Ahh yes,,but Gottlieb is transforming the FDA to make approval or disapproval times much faster. The FDA wants Arikace approved and so does the CDC,and everyone who`ll benefit from the drug. We`re getting approved,IMO,and we`re just waiting for the FDA letter to go before the FDA panel for our majority yes vote. I really want to hear about Iplex,because that`s icing on the cake big time,and no one`s expecting anything out of it,so that news breaks and we run a bunch more. I`m with Pianoman and others of long term,on where the share price should get to after approval,but throw in iplex and we`re definitely over 100-125.

I will continue to monitor for news. I have been burned too many times by the FDA--FDA taking too long before eventual approval.

And the FDA NOT approving a drug.

But, that is why there is a potential high return. Because there definitely high risk.

GLTU

Iplex is free and clear for Insm from the settlement in October,next month.Not sure if it`s clear October 1st or the 31st.

Been a long time. Was the drug involved there Iplex and the DNA patent one of Cabiily that evolved from an interference DNA lost in PTO but won in settlement in D.Ct.? That DNA/Roche patent should be about to expire, if it hasn't already expired.

Smart man.

In since DNA patent battle that was settled....sold off a 1/3 of shares for LTCG in SEP-IRA, other 2/3 remain there

PGA$. Worked good today for me :).

Knew this was pumped and would head down soon enough

Thank you JK.

Blueyedcatch,
Sorry I don't have an account to post..
Just lurking...

Can you do us a favor and post a message over there and tell them to come over here? I`d like to hear what Pianoman is saying these days. Thanks in advance. Oh,don`t tell terry,we don`t want him over here.

Reluctant,
Welcome back...
I'm still here since 2001...

The other oldies are on InvestorVillage...

GLTY

I am. Since 2006

Anyone here from the "old days"?
2008 ish?

Wow that`s a lot of cash. More than enough extra to get Iplex going again. 377 million plus cash on hand,which is probably around 60 mln. They said 75 on the call,but that was for the end of June,so they`ve probably spent some of that 75 mln since,and that`s where I get the 60 mln. So a grand total of 430 mln minimum,and certainly a company in a position to start the new year off with super strength. Will Lewis has stated several times that he plans to turn Insmed into a stand alone big pharma,with multiple App`s for Arikace,and we`re hoping Iplex reborn,or another acquisition of a late stage drug,who knows. Point is the companies situated perfectly to achieve what Lewis declared he would do.Is it a ploy to sell Insm for the highest price possible?or is he really gonna do it?

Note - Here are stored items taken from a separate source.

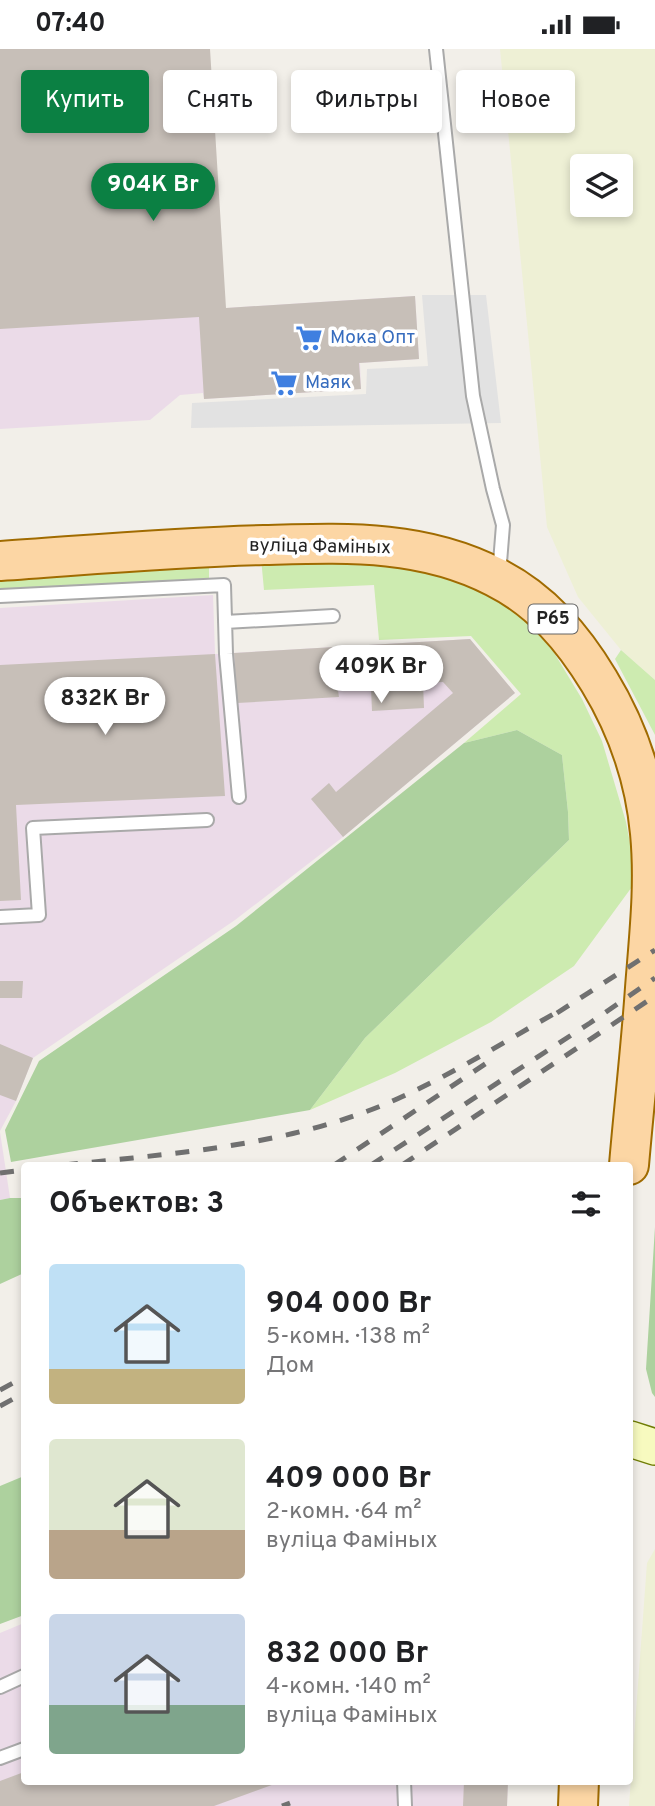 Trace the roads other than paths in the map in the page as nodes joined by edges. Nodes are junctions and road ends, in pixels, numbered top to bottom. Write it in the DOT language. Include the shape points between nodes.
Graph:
graph roads {
  1 [pos="436,49"];
  2 [pos="0,561"];
  3 [pos="498,578"];
  4 [pos="0,596"];
  5 [pos="332,616"];
  6 [pos="225,622"];
  7 [pos="239,797"];
  8 [pos="207,820"];
  9 [pos="0,917"];
  10 [pos="629,1162"];
  11 [pos="633,1440"];
  12 [pos="655,1447"];
  13 [pos="21,1677"];
  14 [pos="0,1687"];
  15 [pos="21,1750"];
  16 [pos="0,1758"];
  17 [pos="404,1785"];
  18 [pos="579,1785"];
  19 [pos="405,1806"];
  20 [pos="578,1806"];
  1 -- 3 [label="lane" via="473,396 503,525"];
  2 -- 3 [label="main road, вуліца Фаміных / Р65" via="223,546 354,543 442,557"];
  3 -- 10 [label="main road, вуліца Фаміных / Р65" via="540,606 588,662 622,725 644,793 652,906"];
  4 -- 6 [label="lane" via="223,585"];
  5 -- 6 [label="lane"];
  6 -- 7 [label="lane"];
  8 -- 9 [label="lane" via="33,828 39,915"];
  11 -- 12 [label="street"];
  13 -- 14 [label="lane"];
  15 -- 16 [label="lane"];
  17 -- 19 [label="lane"];
  18 -- 20 [label="main road"];
}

Insmed Announces Closing of Public Offering - https://finance.yahoo.com/news/insmed-announces-closing-public-offering-200100479.html

INSM looks higher

not yet

Thanks man. Did you take a look at $CLF$. Yet? Do you think it could reach $20 or higher in the next 2 years?

I am happy for you great work

I'm out at. 30.25. From 24. Quick three day. 6k

I`m wondering how fast, with the new FDA under Gottleib,we will see approval,especially when the CDC wants what we have, as well as the FDA practically holding Insmeds hand through this whole thing. Everyone wants it approved,so it`s just a question of how long. IMO,the EU will get us done for sure,and the FDA should be a gimme considering everything. So how long? Shorts aren`t gonna get anything because approval could happen anytime now,and the offering set the bottom while we wait for it.